Inter-animal variations are high
In critical-sized segmental bone defects (CSD) resulting from trauma, tumour or osteomyelitis, endogenous mechanisms are insufficient to achieve bone repair, prompting the need for bone replacement. Although bone autograft is the most effective therapy, it has several limitations: aside from the donor-site morbidity, the available quantities are limited and the technique is unsuccessful in defects exceeding 60 mm in length.1 Given these limitations, alternative strategies including tissue-engineered constructs (TECs), associating mesenchymal stem cells (MSCs) and porous scaffolds have been developed to treat CSDs.

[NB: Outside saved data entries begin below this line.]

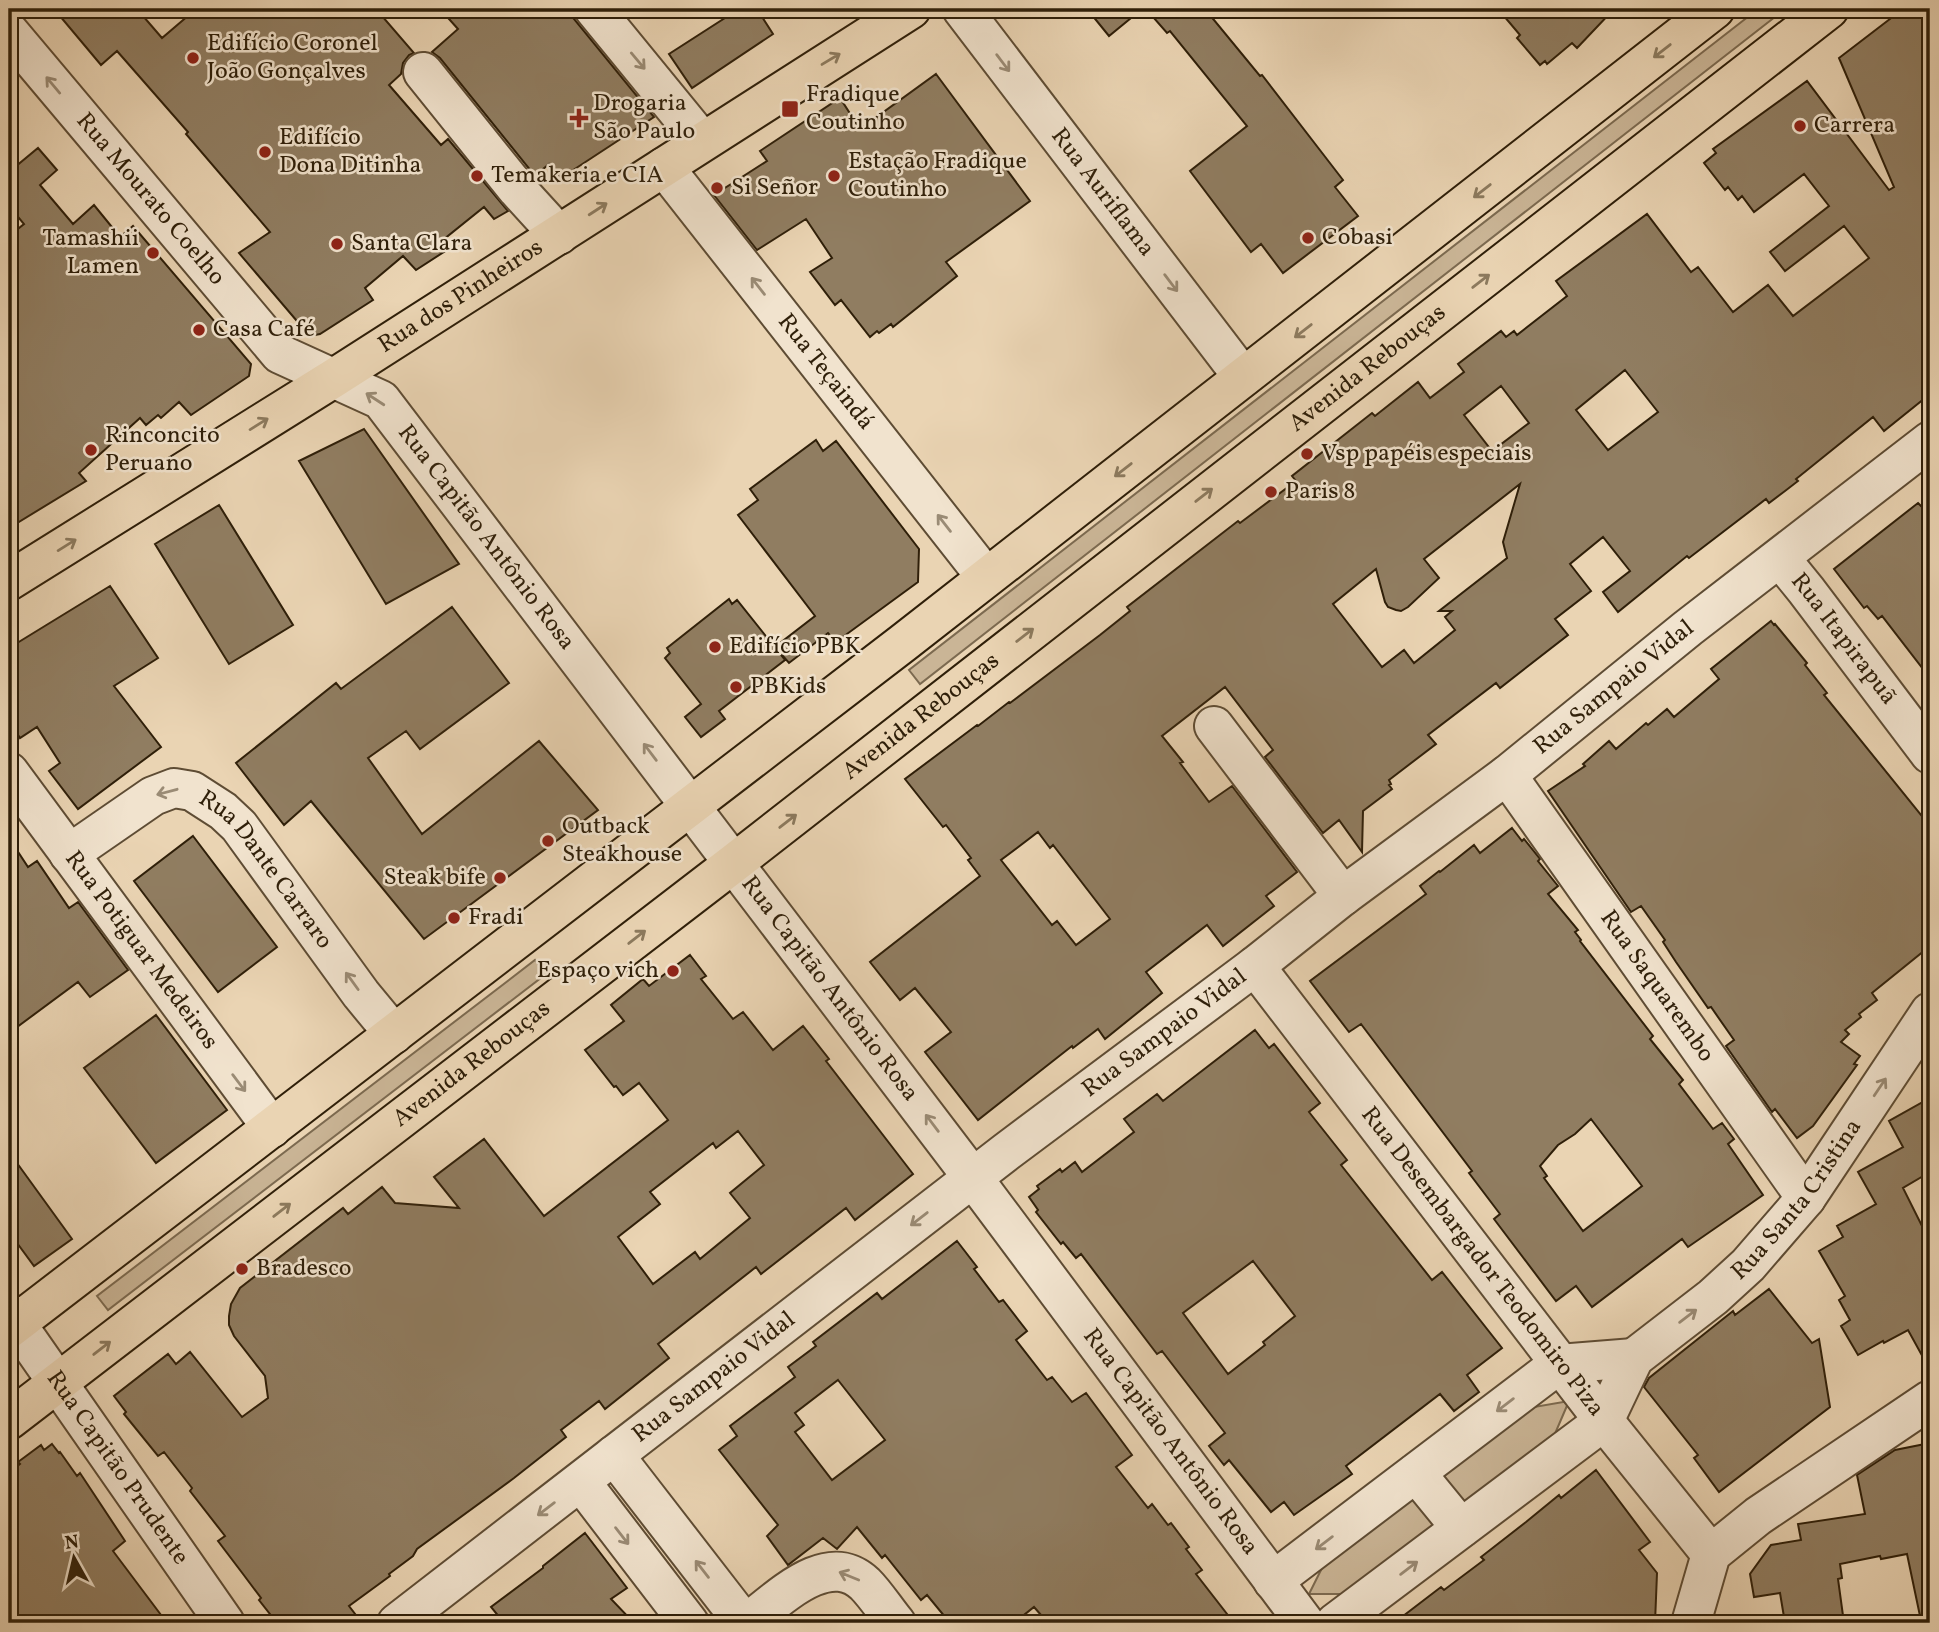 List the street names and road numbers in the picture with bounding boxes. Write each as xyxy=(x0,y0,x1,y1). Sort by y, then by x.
street label: Rua Mourato Coelho xyxy=(67,106,233,293)
street label: Rua Auriflama xyxy=(1042,121,1162,264)
street label: Rua dos Pinheiros xyxy=(372,231,550,362)
street label: Avenida Rebouças xyxy=(1282,297,1454,441)
street label: Rua Teçaindá xyxy=(769,307,882,438)
street label: Rua Capitão Antônio Rosa xyxy=(389,418,583,658)
street label: Rua Itapirapuã xyxy=(1782,566,1904,713)
street label: Rua Sampaio Vidal xyxy=(1527,612,1702,764)
street label: Avenida Rebouças xyxy=(836,645,1007,789)
street label: Rua Dante Carraro xyxy=(192,782,340,957)
street label: Rua Potiguar Medeiros xyxy=(56,844,226,1057)
street label: Rua Capitão Antônio Rosa xyxy=(732,869,926,1109)
street label: Rua Saquarembo xyxy=(1591,904,1722,1069)
street label: Rua Sampaio Vidal xyxy=(1075,961,1254,1106)
street label: Avenida Rebouças xyxy=(386,993,558,1136)
street label: Rua Desembargador Teodomiro Piza xyxy=(1352,1100,1612,1424)
street label: Rua Santa Cristina xyxy=(1724,1113,1871,1289)
street label: Rua Sampaio Vidal xyxy=(625,1304,803,1452)
street label: Rua Capitão Antônio Rosa xyxy=(1074,1321,1266,1563)
street label: Rua Capitão Prudente xyxy=(37,1364,197,1572)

Despite enthusiasm at the prospect of treating bone disorders using TECs, a TEC that can be scaled up for clinical use has not yet been developed. Central to this remain key issues including MSC viability post-implantation and suitable scaffold selection.
Biocompatibility, mechanical properties and pore size have often been described as critical specifications for the ideal scaffold. However, there is no consensus as to which scaffold is optimal for this application. Tricalcium phosphate, hydroxyapatite, polymer and coral-containing scaffolds have been used with encouraging results in large animal CSDs.2-10 These studies also identified scaffold bioresorbability and its kinetics as a critical feature for achieving bone regeneration.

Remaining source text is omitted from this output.